[WHAT NEEDS TO BE DONE] Using the material that follows, identify and copy each line with the string "LAWNDALE".

[PROVIDED ENTRIES]
===
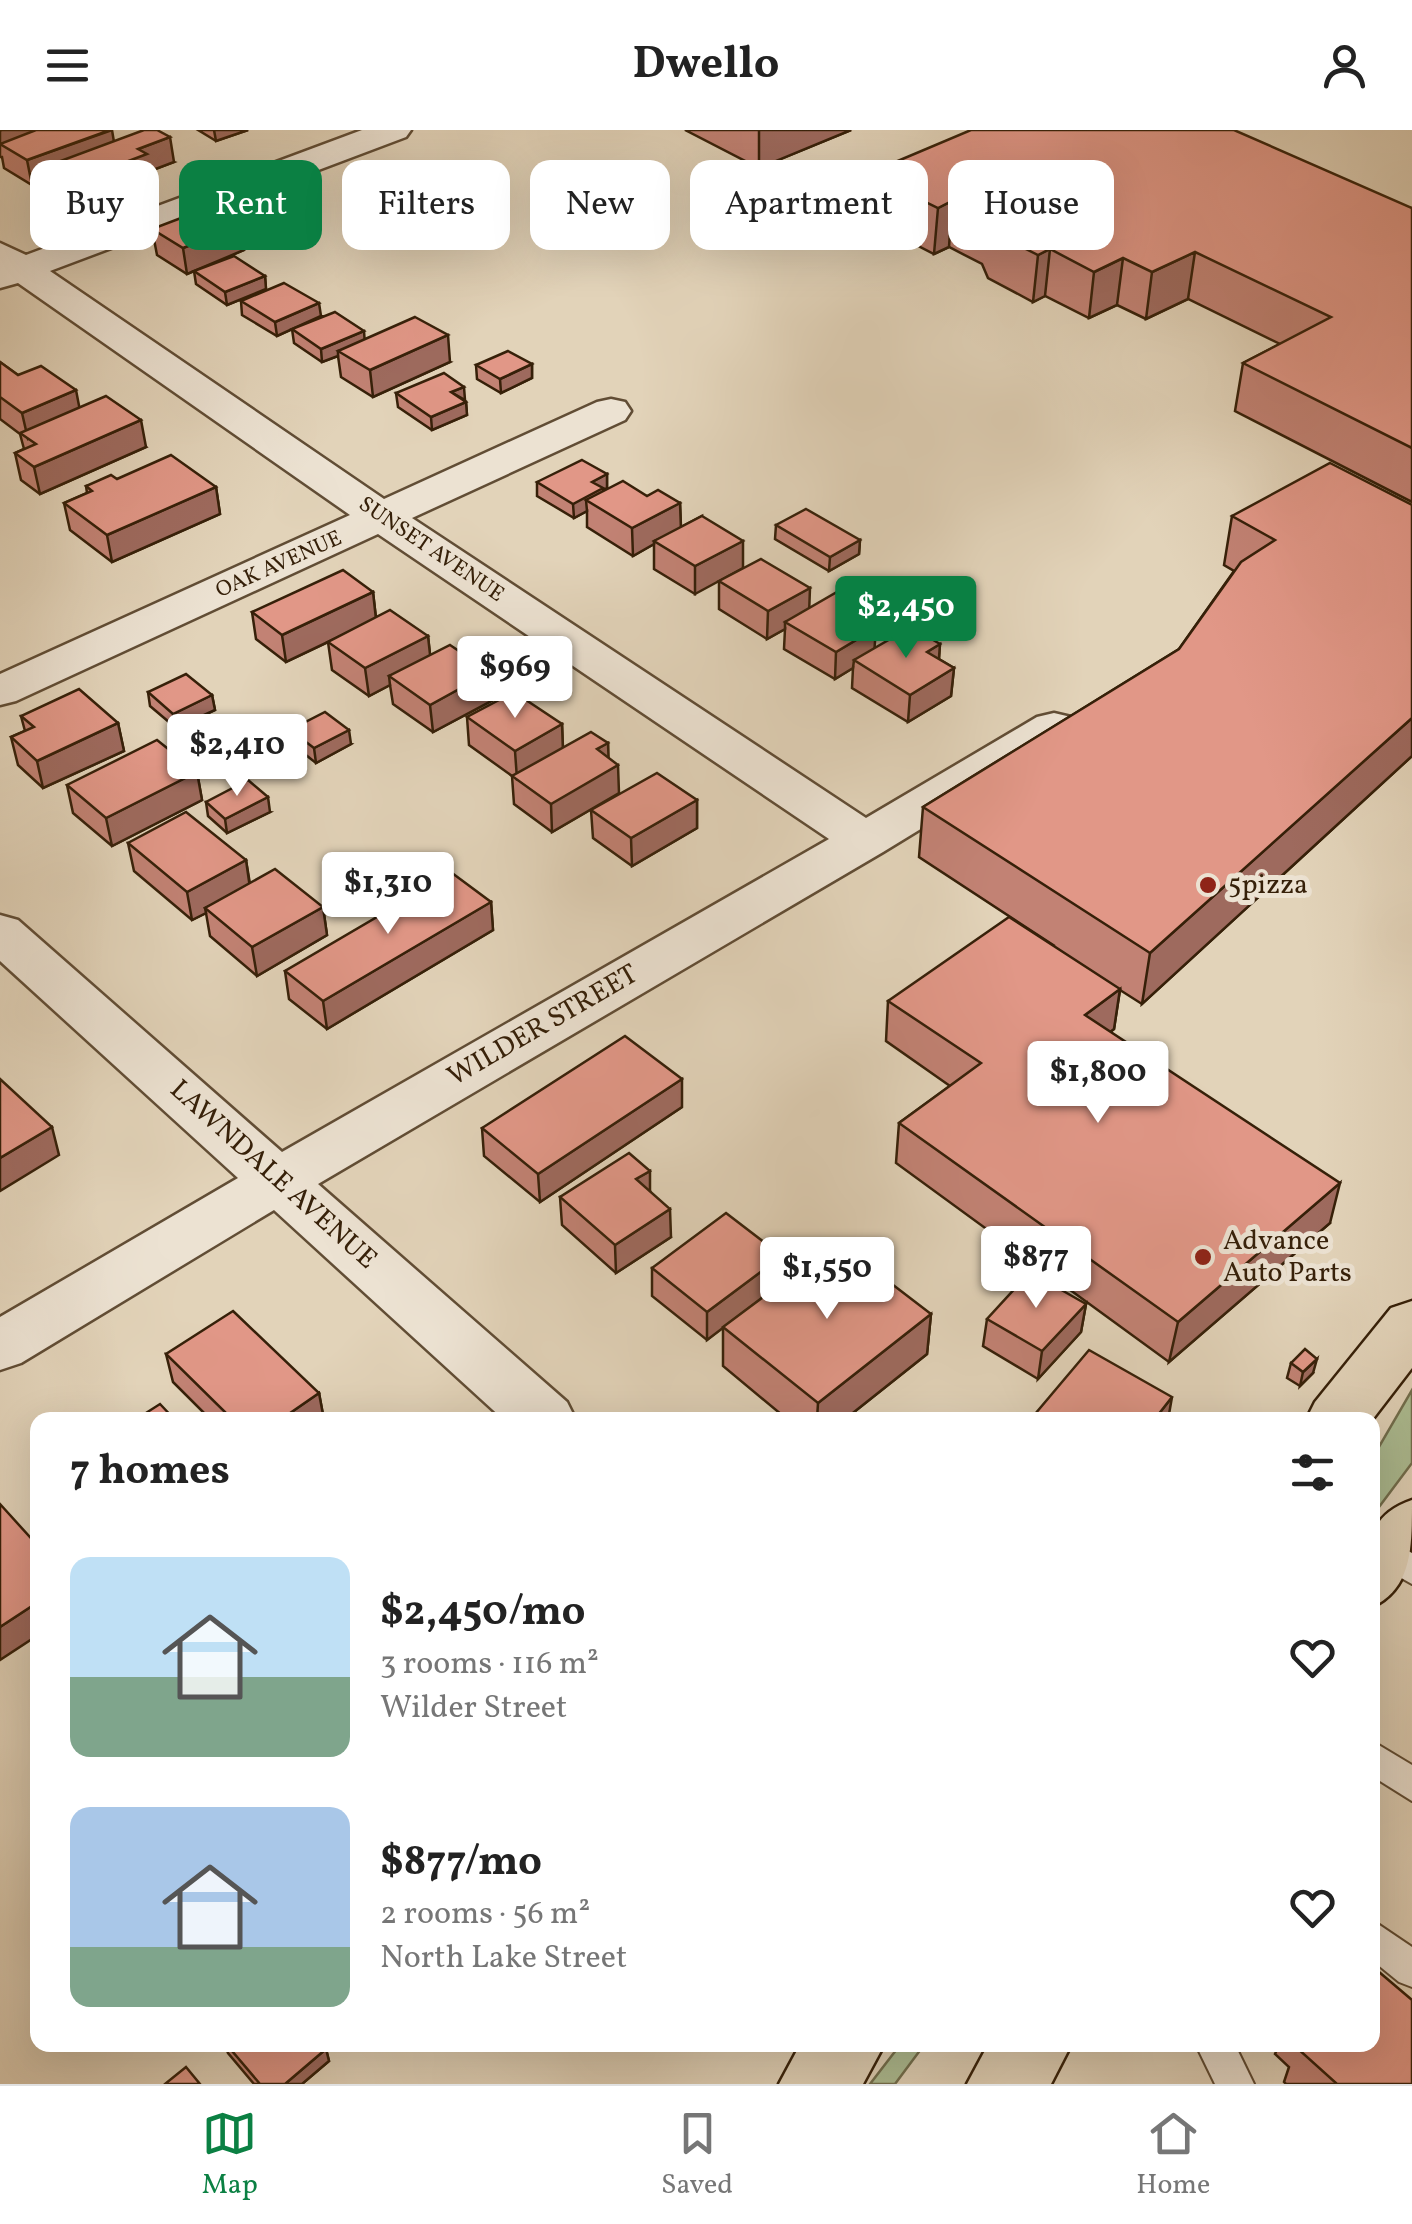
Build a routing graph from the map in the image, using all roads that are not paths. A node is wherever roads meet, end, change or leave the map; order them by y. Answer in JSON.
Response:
{"nodes":[{"id":1,"x":394,"y":130,"type":"edge"},
{"id":2,"x":8,"y":267,"type":"edge"},
{"id":3,"x":611,"y":412,"type":"dead end"},
{"id":4,"x":383,"y":518,"type":"junction"},
{"id":5,"x":0,"y":692,"type":"edge"},
{"id":6,"x":1086,"y":707,"type":"edge"},
{"id":7,"x":866,"y":841,"type":"junction"},
{"id":8,"x":0,"y":932,"type":"edge"},
{"id":9,"x":278,"y":1178,"type":"junction"},
{"id":10,"x":1412,"y":1324,"type":"edge"},
{"id":11,"x":0,"y":1346,"type":"edge"},
{"id":12,"x":536,"y":1412,"type":"edge"},
{"id":13,"x":1343,"y":1412,"type":"edge"},
{"id":14,"x":1380,"y":1762,"type":"edge"},
{"id":15,"x":1412,"y":1784,"type":"edge"},
{"id":16,"x":1380,"y":1944,"type":"edge"},
{"id":17,"x":1412,"y":1970,"type":"edge"},
{"id":18,"x":842,"y":2052,"type":"edge"},
{"id":19,"x":1029,"y":2052,"type":"edge"},
{"id":20,"x":1219,"y":2052,"type":"edge"},
{"id":21,"x":817,"y":2084,"type":"edge"},
{"id":22,"x":1005,"y":2084,"type":"edge"},
{"id":23,"x":1235,"y":2084,"type":"edge"}],
"edges":[{"from":1,"to":2,"type":"street"},
{"from":2,"to":4,"type":"street","name":"SUNSET AVENUE"},
{"from":3,"to":4,"type":"street","name":"OAK AVENUE"},
{"from":4,"to":5,"type":"street","name":"OAK AVENUE"},
{"from":4,"to":7,"type":"street","name":"SUNSET AVENUE"},
{"from":6,"to":7,"type":"street","name":"WILDER STREET"},
{"from":7,"to":9,"type":"street","name":"WILDER STREET"},
{"from":8,"to":9,"type":"street","name":"LAWNDALE AVENUE"},
{"from":9,"to":11,"type":"street","name":"WILDER STREET"},
{"from":9,"to":12,"type":"street","name":"LAWNDALE AVENUE"},
{"from":10,"to":13,"type":"main road"},
{"from":14,"to":15,"type":"lane"},
{"from":16,"to":17,"type":"lane"},
{"from":18,"to":21,"type":"main road"},
{"from":19,"to":22,"type":"main road"},
{"from":20,"to":23,"type":"lane"}]}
===
[TASK RESULT]
{"from":8,"to":9,"type":"street","name":"LAWNDALE AVENUE"},
{"from":9,"to":12,"type":"street","name":"LAWNDALE AVENUE"},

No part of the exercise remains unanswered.